I can understand clapping and cheering for your child...I wanted to do the same thing but we were asked to hold the applause until the end of the presentation. My child told me later that other children were counting how many students received applause. According to the counter, the ones that didn't were "losers." No, maybe their family was just following the rules.

It's one thing for cheers but when it becomes screaming and yelling then it borders on the ridiculous. Then each one tries to out do the previous group. Our ceremony was so bad that one parent held up the awarding of the "diploma" so that he could take photos of his child with a board of education member. This person must have been up for votes because he held the child up so that the parent could take several pictures. The child was clearly embarrassed. But that opened the flood gates: now other parents felt that they had to go right up to the stage and have their child pose as well.

The funny thing was that most of the children were following the rules: the parents and guests were the ones that seemed to feel that the rules didn't apply to them. And the public wonders why we have such problems in the public school system with behavior...if parents don't have to follow the rules, why do the children?

Remember, the graduation isn't about you...in this case it was for the fifth graders. If parents were so proud of their accomplishments why did they talk over the fifth grade class hosts?

Regarding accommodations: it's certainly reasonable to have space for pictures, etc. If the graduation I went to was any indication, I don't think that people would have been polite enough to allow others to get photos of their loved one. If parents just walk in front of others taking pictures and stand in front of the stage until their child walks across, what makes you think that having a designated picture taking area will make it any better?

Consideration of others is the key as LegalBeaglette stated. Having audience members continue conversations while the program is going on is just plain rude. While we all want to cheer, some can't handle it. Screaming at the top of your lungs is often physically uncomfortable to their neighbors in the audience. Unfortunately, the decibels raise as each one tries to outdo the other. By the end of the graduation ceremony, we couldn't even hear the fifth grade child try to close the ceremony.

As hard as it may be to swallow, graduations are not about the parents, but the student and their accomplishments. There is a huge difference between a graduation from a university vs. one from an elementary, middle, and even high school. What I witnessed was not adults focused on their child's goals but on their own wants.

Anonymous said...

We've got an apologist liberal whining about the nonacceptance of deviant and downright obstinate behavior of portions of our population. While raucous behavior abounds in all groups, it is mostly centered around groups with low income and limited education.
Face the facts. Polite applause, even some cheering should be just fine. But to grunt, grown, and displaying "stick it to the man" behavior at a graduation ceremony id despicable.
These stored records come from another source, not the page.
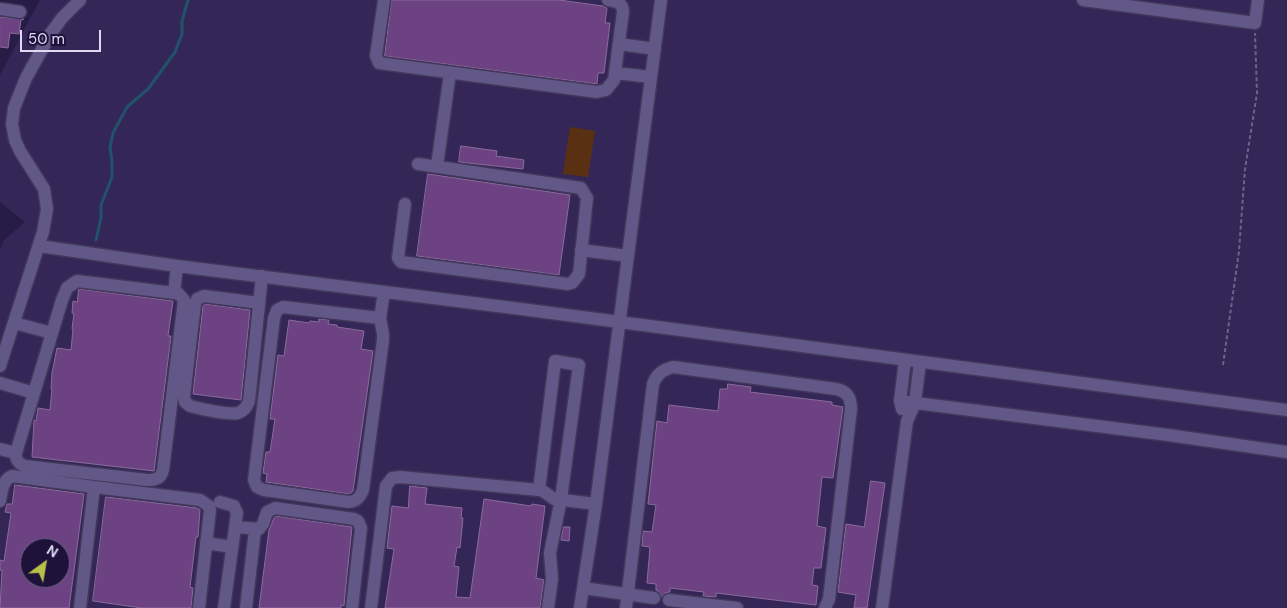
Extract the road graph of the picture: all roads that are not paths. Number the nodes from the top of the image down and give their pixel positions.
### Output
1 (80, 0) edge
2 (384, 0) edge
3 (608, 0) edge
4 (661, 0) edge
5 (1084, 0) edge
6 (1258, 0) edge
7 (0, 9) edge
8 (20, 12) dead end
9 (619, 44) junction
10 (655, 49) junction
11 (450, 73) junction
12 (616, 73) junction
13 (651, 77) junction
14 (418, 164) dead end
15 (436, 166) junction
16 (405, 204) dead end
17 (39, 246) junction
18 (582, 250) junction
19 (628, 256) junction
20 (177, 266) junction
21 (262, 276) junction
22 (384, 292) junction
23 (174, 293) junction
24 (259, 303) junction
25 (380, 318) junction
26 (14, 323) junction
27 (619, 323) junction
28 (52, 333) junction
29 (905, 360) junction
30 (920, 362) junction
31 (0, 366) edge
32 (0, 383) edge
33 (34, 393) junction
34 (900, 401) junction
35 (915, 403) junction
36 (1287, 410) edge
37 (907, 421) junction
38 (0, 449) edge
39 (1287, 452) edge
40 (16, 453) junction
41 (94, 487) junction
42 (539, 490) junction
43 (561, 499) junction
44 (0, 502) edge
45 (220, 502) dead end
46 (596, 504) junction
47 (235, 527) junction
48 (255, 530) junction
49 (206, 543) junction
50 (232, 547) junction
51 (583, 588) junction
52 (627, 594) junction
53 (654, 598) dead end
54 (670, 600) dead end
55 (80, 608) edge
56 (199, 608) edge
57 (224, 608) edge
58 (246, 608) edge
59 (352, 608) edge
60 (371, 608) edge
61 (548, 608) edge
62 (580, 608) edge
63 (626, 608) edge
64 (737, 608) edge
65 (825, 608) edge
66 (882, 608) edge

1 - 17 street
2 - 11 street
3 - 9 street
4 - 10 street
5 - 6 street
7 - 8 street
9 - 10 street
9 - 12 street
10 - 13 street
11 - 12 street
11 - 15 street
12 - 13 street
13 - 19 street
14 - 15 street
15 - 18 street
16 - 18 street
17 - 20 street
17 - 26 street
18 - 19 street
19 - 27 street
20 - 21 street
20 - 23 street
21 - 22 street
21 - 24 street
22 - 25 street
22 - 27 street
23 - 28 street
23 - 40 street
24 - 24 street
25 - 25 street
26 - 28 street
26 - 31 street
27 - 29 street
27 - 46 street
28 - 33 street
29 - 30 street
29 - 34 street
30 - 35 street
30 - 36 street
32 - 33 street
33 - 40 street
34 - 35 street
34 - 37 street
35 - 37 street
35 - 39 street
37 - 66 street
38 - 40 street
41 - 44 street
41 - 49 street
41 - 55 street
42 - 43 street
42 - 43 street
42 - 60 street
43 - 46 street
43 - 61 street
45 - 47 street
46 - 51 street
47 - 48 street
47 - 50 street
48 - 58 street
48 - 59 street
49 - 50 street
49 - 56 street
50 - 57 street
51 - 52 street
51 - 62 street
52 - 53 street
52 - 63 street
52 - 65 street
54 - 64 street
But as we meander down the transformational path of PG County, we will continue to have an escalation of crime, higher turnover of teachers, more cops in the schools, and more disruption in the classrooms. These are the facts. That is why many people are moving out of the area, in search of better school systems and a better way of life for their families.

Our county offers no decent private or charter schools, which would allow parents to choose to pay the extra cash in order to secure a solid and more rigorous academic track to four year + universities. In this day and age, students must give it their best shot to go straight to four year universities, raising their chances of obtaining a scholarship to pay for out-of-control college costs.